INPUT DATA.
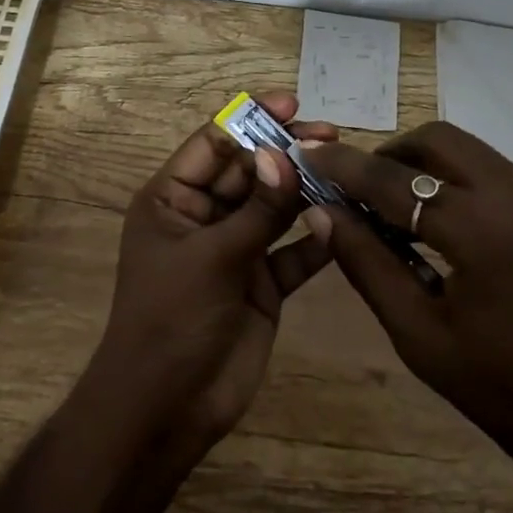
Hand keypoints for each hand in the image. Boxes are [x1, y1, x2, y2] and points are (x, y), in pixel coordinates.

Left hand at [91, 92, 336, 457]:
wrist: (168, 408)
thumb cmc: (172, 319)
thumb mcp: (212, 257)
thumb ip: (256, 208)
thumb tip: (283, 154)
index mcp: (173, 200)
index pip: (213, 144)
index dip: (249, 119)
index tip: (292, 104)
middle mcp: (204, 217)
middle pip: (249, 171)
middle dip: (285, 152)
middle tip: (331, 135)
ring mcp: (236, 250)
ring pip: (275, 208)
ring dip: (305, 191)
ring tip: (345, 170)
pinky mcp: (263, 284)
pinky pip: (293, 252)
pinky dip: (314, 239)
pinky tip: (340, 225)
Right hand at [302, 123, 512, 512]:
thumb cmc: (507, 394)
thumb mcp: (421, 336)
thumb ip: (368, 265)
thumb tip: (323, 214)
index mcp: (482, 230)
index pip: (394, 180)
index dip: (344, 167)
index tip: (307, 156)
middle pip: (438, 140)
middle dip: (389, 154)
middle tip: (357, 190)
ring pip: (468, 152)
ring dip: (423, 166)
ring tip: (392, 210)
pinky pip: (493, 173)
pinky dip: (455, 182)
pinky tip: (439, 225)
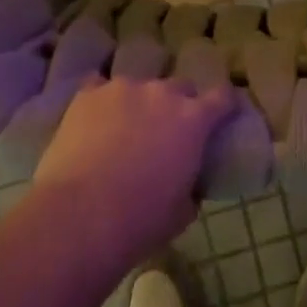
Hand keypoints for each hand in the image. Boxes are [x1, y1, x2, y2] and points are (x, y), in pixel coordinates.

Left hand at [32, 76, 234, 275]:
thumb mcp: (181, 213)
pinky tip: (94, 118)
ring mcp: (123, 88)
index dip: (225, 103)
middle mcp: (162, 93)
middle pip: (179, 87)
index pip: (222, 97)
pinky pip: (99, 86)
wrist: (81, 215)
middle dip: (178, 104)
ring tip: (124, 129)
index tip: (224, 111)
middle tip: (167, 130)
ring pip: (139, 87)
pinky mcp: (89, 93)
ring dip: (138, 103)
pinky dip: (101, 100)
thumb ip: (191, 187)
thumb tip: (188, 185)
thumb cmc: (139, 220)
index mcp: (193, 120)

EXERCISE OBJECTIVE. All lines above with "middle" in them should be returned.

ANSWER TO THE EXERCISE.
middle mcp: (204, 217)
middle pip: (249, 171)
middle dip: (285, 152)
middle tip: (331, 135)
middle pip: (438, 140)
middle dip: (389, 154)
middle tip: (357, 190)
middle mcp: (162, 93)
middle pip: (179, 87)
middle dip: (178, 104)
middle tip: (167, 130)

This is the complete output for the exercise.